After cerebrovascular imaging on day 7 to 10, or day 8 in case of an earlier
angiography, the lumbar drainage of CSF is stopped in the LD group. It may be pursued
on a clinical base, as required.
Amount and duration of CSF drainage Patients randomized to the lumbar drainage group
shall receive a daily drainage of 120 ml CSF, or 5 ml per hour for seven days. If
higher amounts of CSF need to be drained on clinical grounds as in patients with
hydrocephalus, this is preferably performed via external ventricular drain.
The drain is planned to remain in place until the control angiography on day 7 to 10
after the initial hemorrhage. The local investigator may decide to remove the drain
earlier in patients fully mobilized without clinical necessity of CSF drainage.

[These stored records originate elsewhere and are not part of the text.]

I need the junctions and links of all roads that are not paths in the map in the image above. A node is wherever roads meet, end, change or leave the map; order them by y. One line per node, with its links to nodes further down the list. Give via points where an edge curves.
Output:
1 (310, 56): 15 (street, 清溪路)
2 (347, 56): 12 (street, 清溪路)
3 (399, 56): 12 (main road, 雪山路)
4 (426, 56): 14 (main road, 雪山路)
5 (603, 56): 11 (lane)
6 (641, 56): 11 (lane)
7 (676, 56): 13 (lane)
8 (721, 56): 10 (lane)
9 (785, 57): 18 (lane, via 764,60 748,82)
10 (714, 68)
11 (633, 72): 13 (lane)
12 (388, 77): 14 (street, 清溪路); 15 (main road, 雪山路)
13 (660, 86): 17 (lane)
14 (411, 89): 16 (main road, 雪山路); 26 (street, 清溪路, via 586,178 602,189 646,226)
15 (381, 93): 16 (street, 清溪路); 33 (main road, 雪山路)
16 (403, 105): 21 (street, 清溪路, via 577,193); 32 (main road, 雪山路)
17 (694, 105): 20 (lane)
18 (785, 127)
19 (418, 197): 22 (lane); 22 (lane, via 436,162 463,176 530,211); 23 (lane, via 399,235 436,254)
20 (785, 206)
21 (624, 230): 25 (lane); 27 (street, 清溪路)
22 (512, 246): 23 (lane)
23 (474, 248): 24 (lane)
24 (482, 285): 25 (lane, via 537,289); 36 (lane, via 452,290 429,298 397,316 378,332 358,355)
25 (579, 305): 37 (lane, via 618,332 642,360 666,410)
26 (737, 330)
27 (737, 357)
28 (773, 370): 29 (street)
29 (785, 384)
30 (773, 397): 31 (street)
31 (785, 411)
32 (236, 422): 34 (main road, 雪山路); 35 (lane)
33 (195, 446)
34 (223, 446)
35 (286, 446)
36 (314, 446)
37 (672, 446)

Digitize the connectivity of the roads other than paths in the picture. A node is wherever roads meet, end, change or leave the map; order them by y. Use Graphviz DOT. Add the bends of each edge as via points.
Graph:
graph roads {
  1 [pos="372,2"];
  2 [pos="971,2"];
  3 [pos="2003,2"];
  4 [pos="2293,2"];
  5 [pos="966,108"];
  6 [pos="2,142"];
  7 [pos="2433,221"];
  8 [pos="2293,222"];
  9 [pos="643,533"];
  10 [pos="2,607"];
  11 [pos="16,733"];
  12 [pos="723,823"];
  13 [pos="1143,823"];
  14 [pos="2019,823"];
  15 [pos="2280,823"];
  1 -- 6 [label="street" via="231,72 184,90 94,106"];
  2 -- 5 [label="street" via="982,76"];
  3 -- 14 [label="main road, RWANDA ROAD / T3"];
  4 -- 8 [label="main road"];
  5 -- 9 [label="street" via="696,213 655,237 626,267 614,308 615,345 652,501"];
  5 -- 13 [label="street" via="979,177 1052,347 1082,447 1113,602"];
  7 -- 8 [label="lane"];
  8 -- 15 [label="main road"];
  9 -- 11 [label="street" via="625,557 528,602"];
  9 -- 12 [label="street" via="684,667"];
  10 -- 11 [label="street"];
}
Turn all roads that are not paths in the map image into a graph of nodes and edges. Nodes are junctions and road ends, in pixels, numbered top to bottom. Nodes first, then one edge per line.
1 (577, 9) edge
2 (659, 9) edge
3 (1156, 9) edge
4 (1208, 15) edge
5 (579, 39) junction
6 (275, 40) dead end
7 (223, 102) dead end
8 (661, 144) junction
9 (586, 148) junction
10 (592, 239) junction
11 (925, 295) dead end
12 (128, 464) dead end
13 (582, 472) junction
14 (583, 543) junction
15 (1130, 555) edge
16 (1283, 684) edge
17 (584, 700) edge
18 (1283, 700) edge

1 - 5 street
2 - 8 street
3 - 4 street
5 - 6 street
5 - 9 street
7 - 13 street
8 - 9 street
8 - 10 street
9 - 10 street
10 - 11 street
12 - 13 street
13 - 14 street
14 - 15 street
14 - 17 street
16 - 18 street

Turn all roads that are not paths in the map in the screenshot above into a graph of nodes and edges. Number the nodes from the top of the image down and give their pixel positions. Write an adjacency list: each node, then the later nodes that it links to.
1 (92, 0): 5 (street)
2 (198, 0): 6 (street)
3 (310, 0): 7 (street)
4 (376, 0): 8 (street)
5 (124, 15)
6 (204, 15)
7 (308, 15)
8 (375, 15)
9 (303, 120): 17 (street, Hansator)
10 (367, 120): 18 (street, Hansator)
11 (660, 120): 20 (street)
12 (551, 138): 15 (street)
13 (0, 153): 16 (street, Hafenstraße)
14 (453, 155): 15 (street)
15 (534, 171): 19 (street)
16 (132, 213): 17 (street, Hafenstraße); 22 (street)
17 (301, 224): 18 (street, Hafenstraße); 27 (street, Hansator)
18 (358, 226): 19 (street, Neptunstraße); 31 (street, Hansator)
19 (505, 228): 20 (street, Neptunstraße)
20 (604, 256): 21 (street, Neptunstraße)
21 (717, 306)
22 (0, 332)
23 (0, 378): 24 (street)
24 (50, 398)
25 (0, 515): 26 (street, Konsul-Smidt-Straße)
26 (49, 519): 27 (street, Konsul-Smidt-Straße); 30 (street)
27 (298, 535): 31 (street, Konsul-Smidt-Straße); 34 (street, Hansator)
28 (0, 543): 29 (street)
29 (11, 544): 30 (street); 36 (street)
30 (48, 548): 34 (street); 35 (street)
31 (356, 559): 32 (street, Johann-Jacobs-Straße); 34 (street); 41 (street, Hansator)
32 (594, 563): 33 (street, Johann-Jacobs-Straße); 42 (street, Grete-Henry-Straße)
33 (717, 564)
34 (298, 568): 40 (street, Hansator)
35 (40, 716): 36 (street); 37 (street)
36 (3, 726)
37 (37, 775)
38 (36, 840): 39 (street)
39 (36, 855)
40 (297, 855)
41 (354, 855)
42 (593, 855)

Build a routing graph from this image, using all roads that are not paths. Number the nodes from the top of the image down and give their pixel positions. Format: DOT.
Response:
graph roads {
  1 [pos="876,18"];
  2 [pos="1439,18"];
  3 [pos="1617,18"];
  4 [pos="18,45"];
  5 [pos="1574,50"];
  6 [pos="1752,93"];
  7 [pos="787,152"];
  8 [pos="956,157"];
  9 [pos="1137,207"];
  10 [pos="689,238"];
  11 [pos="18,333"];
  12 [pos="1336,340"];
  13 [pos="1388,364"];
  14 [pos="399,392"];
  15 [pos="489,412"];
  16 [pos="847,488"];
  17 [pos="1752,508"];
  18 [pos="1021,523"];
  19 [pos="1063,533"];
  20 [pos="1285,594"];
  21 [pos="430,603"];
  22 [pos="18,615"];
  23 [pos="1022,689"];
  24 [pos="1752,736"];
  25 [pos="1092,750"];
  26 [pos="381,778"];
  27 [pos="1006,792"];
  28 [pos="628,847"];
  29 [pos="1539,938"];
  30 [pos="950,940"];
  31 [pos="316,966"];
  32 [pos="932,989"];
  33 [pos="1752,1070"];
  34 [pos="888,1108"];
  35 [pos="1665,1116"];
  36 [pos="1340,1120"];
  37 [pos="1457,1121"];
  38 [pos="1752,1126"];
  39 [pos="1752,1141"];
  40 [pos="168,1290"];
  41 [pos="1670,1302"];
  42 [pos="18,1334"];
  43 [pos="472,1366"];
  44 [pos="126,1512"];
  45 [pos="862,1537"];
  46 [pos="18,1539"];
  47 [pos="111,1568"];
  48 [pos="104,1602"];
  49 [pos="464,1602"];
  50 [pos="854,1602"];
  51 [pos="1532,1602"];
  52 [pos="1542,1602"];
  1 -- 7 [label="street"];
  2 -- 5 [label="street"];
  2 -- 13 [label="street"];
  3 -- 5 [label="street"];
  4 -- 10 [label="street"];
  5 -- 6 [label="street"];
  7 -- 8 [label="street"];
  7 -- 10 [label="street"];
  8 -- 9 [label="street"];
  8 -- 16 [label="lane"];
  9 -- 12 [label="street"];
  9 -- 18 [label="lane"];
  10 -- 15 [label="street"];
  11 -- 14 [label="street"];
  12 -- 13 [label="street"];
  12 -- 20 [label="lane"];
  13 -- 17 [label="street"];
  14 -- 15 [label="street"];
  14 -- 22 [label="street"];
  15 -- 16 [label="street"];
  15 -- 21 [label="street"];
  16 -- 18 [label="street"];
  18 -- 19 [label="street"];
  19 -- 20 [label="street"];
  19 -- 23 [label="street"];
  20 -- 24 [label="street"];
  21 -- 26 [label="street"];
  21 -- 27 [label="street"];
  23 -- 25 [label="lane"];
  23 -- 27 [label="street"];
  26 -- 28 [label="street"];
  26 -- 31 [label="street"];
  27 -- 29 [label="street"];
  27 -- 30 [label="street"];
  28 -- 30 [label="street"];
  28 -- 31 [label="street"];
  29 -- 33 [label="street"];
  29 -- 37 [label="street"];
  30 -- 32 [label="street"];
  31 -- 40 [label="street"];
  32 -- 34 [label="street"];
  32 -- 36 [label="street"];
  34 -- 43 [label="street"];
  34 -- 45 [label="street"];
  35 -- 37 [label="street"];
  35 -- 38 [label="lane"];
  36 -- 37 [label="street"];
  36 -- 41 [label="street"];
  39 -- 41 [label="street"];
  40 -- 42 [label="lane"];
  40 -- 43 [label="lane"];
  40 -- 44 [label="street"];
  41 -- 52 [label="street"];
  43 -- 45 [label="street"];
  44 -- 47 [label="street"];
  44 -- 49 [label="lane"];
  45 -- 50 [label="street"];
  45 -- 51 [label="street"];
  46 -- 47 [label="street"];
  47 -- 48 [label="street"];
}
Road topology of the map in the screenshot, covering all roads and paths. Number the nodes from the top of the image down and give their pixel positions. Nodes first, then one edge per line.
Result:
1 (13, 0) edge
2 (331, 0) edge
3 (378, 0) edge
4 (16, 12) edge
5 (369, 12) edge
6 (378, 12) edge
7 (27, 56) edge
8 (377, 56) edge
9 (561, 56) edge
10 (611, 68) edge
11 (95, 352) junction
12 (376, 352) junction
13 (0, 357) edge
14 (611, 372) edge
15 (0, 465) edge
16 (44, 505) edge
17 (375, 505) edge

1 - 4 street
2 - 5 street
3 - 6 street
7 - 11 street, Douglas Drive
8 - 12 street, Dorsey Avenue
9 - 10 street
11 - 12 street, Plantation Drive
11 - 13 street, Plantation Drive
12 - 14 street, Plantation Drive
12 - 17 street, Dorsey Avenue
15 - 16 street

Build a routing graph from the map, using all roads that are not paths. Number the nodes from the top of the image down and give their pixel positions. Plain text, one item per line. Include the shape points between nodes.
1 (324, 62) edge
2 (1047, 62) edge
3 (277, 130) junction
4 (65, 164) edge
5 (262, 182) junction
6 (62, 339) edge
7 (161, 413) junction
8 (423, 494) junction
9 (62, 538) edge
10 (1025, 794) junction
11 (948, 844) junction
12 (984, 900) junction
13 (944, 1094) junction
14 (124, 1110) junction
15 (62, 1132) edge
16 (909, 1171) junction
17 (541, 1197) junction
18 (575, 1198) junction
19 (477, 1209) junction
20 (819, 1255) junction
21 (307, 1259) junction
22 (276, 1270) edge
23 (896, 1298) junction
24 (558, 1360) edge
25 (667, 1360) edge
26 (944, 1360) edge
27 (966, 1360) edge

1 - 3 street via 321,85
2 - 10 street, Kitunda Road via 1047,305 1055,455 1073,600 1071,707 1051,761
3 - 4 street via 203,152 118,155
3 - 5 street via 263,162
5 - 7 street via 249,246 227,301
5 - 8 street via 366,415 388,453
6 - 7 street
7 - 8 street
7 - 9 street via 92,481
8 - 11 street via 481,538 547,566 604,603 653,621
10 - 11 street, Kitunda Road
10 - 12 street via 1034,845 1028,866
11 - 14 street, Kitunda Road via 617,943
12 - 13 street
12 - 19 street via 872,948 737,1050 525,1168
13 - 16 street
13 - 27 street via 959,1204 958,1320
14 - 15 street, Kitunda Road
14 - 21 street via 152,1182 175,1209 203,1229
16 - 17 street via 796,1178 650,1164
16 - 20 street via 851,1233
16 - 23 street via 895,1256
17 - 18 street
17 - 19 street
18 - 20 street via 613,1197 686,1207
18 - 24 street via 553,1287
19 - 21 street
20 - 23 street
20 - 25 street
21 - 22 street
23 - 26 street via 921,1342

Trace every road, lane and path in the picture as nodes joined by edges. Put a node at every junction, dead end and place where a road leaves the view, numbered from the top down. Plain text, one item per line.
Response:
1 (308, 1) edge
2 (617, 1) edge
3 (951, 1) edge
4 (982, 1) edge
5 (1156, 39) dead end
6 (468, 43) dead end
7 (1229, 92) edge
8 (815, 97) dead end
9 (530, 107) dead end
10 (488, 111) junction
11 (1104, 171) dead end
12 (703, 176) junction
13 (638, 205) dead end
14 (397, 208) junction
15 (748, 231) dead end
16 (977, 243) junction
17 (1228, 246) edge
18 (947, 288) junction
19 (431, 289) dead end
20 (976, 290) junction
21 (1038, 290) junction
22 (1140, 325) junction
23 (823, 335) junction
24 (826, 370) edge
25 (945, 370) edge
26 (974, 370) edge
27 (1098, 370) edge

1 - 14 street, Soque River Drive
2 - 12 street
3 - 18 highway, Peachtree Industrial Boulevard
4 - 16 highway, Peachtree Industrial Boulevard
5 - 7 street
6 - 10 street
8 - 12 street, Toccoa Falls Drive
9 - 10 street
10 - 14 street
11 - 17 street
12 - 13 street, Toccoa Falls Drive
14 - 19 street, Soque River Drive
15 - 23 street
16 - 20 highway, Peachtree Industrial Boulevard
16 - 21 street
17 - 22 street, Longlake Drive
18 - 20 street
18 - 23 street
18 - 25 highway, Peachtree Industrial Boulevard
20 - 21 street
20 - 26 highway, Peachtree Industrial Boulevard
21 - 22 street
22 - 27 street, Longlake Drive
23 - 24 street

However, consecutive drainage should not be less than four days to achieve a valid
study result. Lumbar CSF drainage may be prolonged beyond the control angiography on
clinical requirement. The amount of CSF drainage may then be adjusted to clinical needs
and bears no further restriction.
Patients randomized to the control group should not receive a lumbar drain before the
planned control angiography to be performed on day 7 to 10 after SAH. If the patient
develops hydrocephalus, and no EVD was placed initially for CSF drainage, a lumbar
drain may be installed at the discretion of the local investigator. These patients are
analyzed in the intention-to-treat analysis, but are not suitable for per-protocol
analysis.
3. Consent to the study
Consent for study inclusion is sought after explanation and agreement to a specific
aneurysm treatment. Thus, patients capable of consenting to the aneurysm treatment get
the study details explained themselves and may or may not agree to participate. If a
patient is incapable for consenting to the proposed treatment, the legal representative
should be informed on the conditions of treatment choices and afterwards, on the
details of the EARLYDRAIN study. A patient may be randomized if the legal
representative gives informed consent to the study, based on the presumed will of the
patient. If neither the patient is capable of giving informed consent nor a legal
representative is available in due time, an independent physician not involved in the
patient's treatment nor in the trial may be asked for study approval. In these cases of
deferred consent, a legal representative needs to be established as soon as possible,
according to German law. As soon as a legal representative is available and/or the
patient is capable again to consent to the study, he or she must be asked to give
informed consent. If the patient or his/her legal representative refuses consent after
inclusion by advice of an independent physician, no further study participation of the
patient is possible. In this case, however, the patient or his/her legal representative
are asked to give consent for evaluation of already acquired data.
4. Safety of lumbar drains after aneurysmal SAH
In all three retrospective studies, mortality was lower in the lumbar drainage group.
None of the retrospective studies mentions procedural related complications for the
lumbar drains (Klimo et al, Kwon et al, Tizi et al (abstract at the DGNC 2009)). In
patients with increased intracranial pressure, careful lumbar drainage of CSF may be a
possible treatment even in case of compressed basal cisterns (Tuettenberg et al). To
date, there is no data available indicating an increased risk of lumbar drainage in a
controlled neurointensive care environment.
5. Insurance coverage
As the EARLYDRAIN study compares two standard procedures of CSF drainage after subarachnoid
hemorrhage used in clinical routine, no additional patient insurance is necessary to perform
the study. German laws §§ 40 to 42 Arzneimittelgesetz or §§ 20 to 23 Medizinproduktegesetz
are not applicable. Any hypothetical adverse events of either treatment are covered by the
regular treatment contracts which do include clinical research.